WORK ITEM
Write out the data that follows exactly, keeping every picture out.

Collected data entries:
---+---
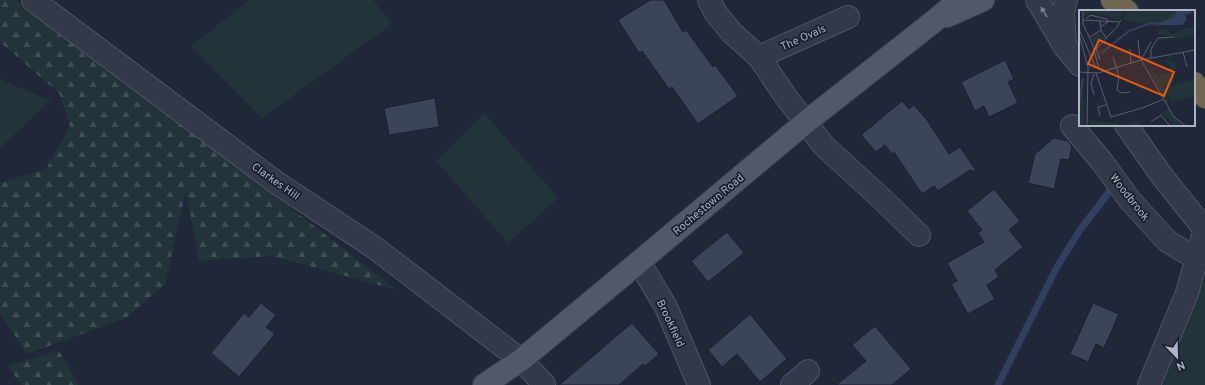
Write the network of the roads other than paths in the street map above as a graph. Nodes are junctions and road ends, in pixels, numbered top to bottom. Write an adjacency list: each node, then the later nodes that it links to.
1 (33, 0): 23 (street, Clarkes Hill)
2 (709, 0): 12 (street)
3 (959, 0): 10 (main road, Rochestown Road)
4 (983, 0): 10 (main road, Rochestown Road)
5 (1037, 0): 11 (street, one-way to 5)
6 (1066, 0): 11 (street)
7 (1112, 0): 8 (highway)
8 (1126, 10)
9 (848, 16): 12 (street, The Ovals)
10 (933, 22): 16 (main road, Rochestown Road)
11 (1065, 47): 13 (street)
12 (759, 57): 16 (street)
13 (1079, 64)
14 (1195, 84): 15 (highway)
15 (1205, 97)
16 (806, 122): 20 (street); 22 (main road, Rochestown Road)
17 (1072, 126): 21 (street, Woodbrook)
18 (1127, 126): 19 (street)
19 (1205, 229): 21 (street)
20 (919, 235)
21 (1197, 259): 27 (street)
22 (639, 262): 23 (main road, Rochestown Road); 26 (street, Brookfield)
23 (521, 360): 24 (main road, Rochestown Road); 25 (street, Clarkes Hill)
24 (484, 385)
25 (544, 385)
26 (699, 385)
27 (1149, 385)

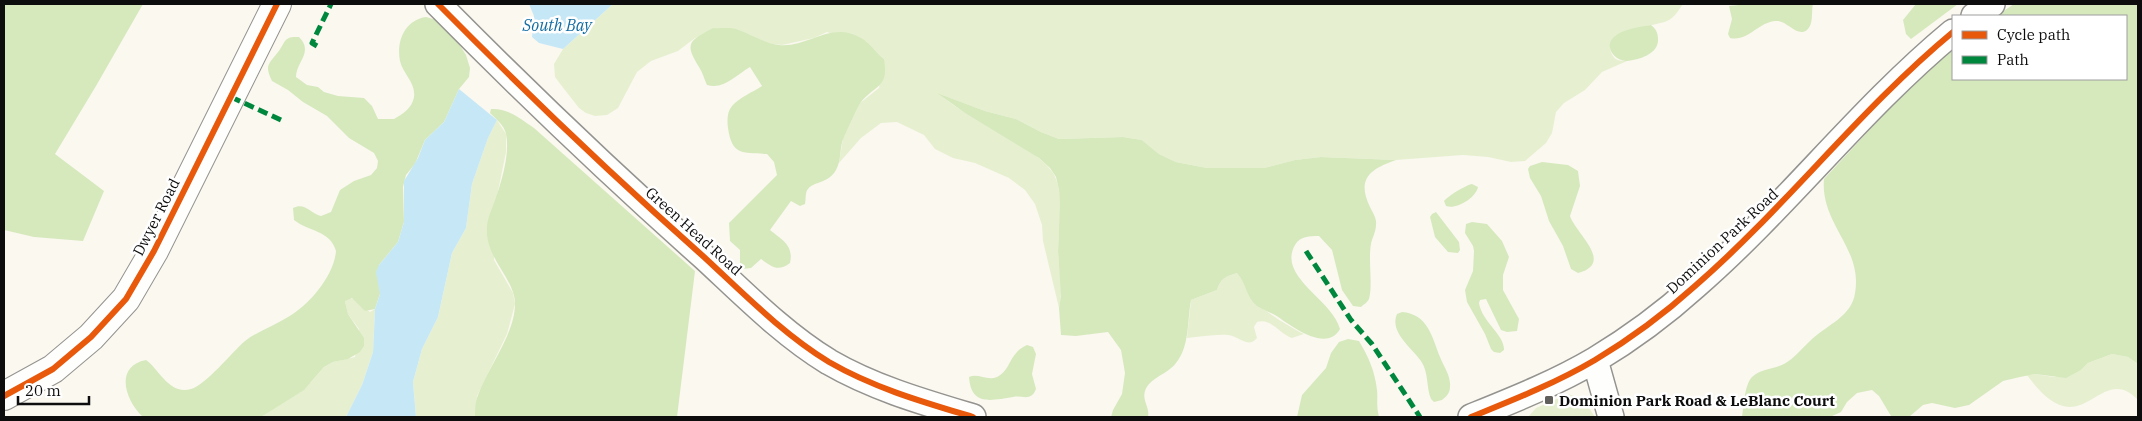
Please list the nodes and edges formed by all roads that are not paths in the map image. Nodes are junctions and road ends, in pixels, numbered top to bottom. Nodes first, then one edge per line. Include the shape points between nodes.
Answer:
1 (277, 4) edge
2 (438, 4) edge
3 (1992, 4) edge
4 (1976, 15) edge
5 (1952, 33) edge
6 (1595, 360) junction
7 (4, 396) edge
8 (1503, 411) edge
9 (973, 417) edge
10 (1471, 417) edge
11 (1610, 417) edge

1 - 7 street, Dwyer Road via 154,251 126,299 91,337 60,363 30,384
2 - 9 street, Green Head Road via 546,112 795,338 827,361 876,386
3 - 4 street
5 - 6 street, Dominion Park Road via 1893,86 1716,268 1649,324
6 - 8 street, Dominion Park Road
6 - 11 street
8 - 10 street, Dominion Park Road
---+---
EXERCISE ANSWER
Write the network of the roads other than paths in the street map above as a graph. Nodes are junctions and road ends, in pixels, numbered top to bottom. Write an adjacency list: each node, then the later nodes that it links to.
1 (33, 0): 23 (street, Clarkes Hill)
2 (709, 0): 12 (street)
3 (959, 0): 10 (main road, Rochestown Road)
4 (983, 0): 10 (main road, Rochestown Road)
5 (1037, 0): 11 (street, one-way to 5)
6 (1066, 0): 11 (street)
7 (1112, 0): 8 (highway)
8 (1126, 10)
9 (848, 16): 12 (street, The Ovals)
10 (933, 22): 16 (main road, Rochestown Road)
11 (1065, 47): 13 (street)
12 (759, 57): 16 (street)
13 (1079, 64)
14 (1195, 84): 15 (highway)
15 (1205, 97)
16 (806, 122): 20 (street); 22 (main road, Rochestown Road)
17 (1072, 126): 21 (street, Woodbrook)
18 (1127, 126): 19 (street)
19 (1205, 229): 21 (street)
20 (919, 235)
21 (1197, 259): 27 (street)
22 (639, 262): 23 (main road, Rochestown Road); 26 (street, Brookfield)
23 (521, 360): 24 (main road, Rochestown Road); 25 (street, Clarkes Hill)
24 (484, 385)
25 (544, 385)
26 (699, 385)
27 (1149, 385)

Please list the nodes and edges formed by all roads that are not paths in the map image. Nodes are junctions and road ends, in pixels, numbered top to bottom. Nodes first, then one edge per line. Include the shape points between nodes.
Answer:
1 (277, 4) edge
2 (438, 4) edge
3 (1992, 4) edge
4 (1976, 15) edge
5 (1952, 33) edge
6 (1595, 360) junction
7 (4, 396) edge
8 (1503, 411) edge
9 (973, 417) edge
10 (1471, 417) edge
11 (1610, 417) edge

1 - 7 street, Dwyer Road via 154,251 126,299 91,337 60,363 30,384
2 - 9 street, Green Head Road via 546,112 795,338 827,361 876,386
3 - 4 street
5 - 6 street, Dominion Park Road via 1893,86 1716,268 1649,324
6 - 8 street, Dominion Park Road
6 - 11 street
8 - 10 street, Dominion Park Road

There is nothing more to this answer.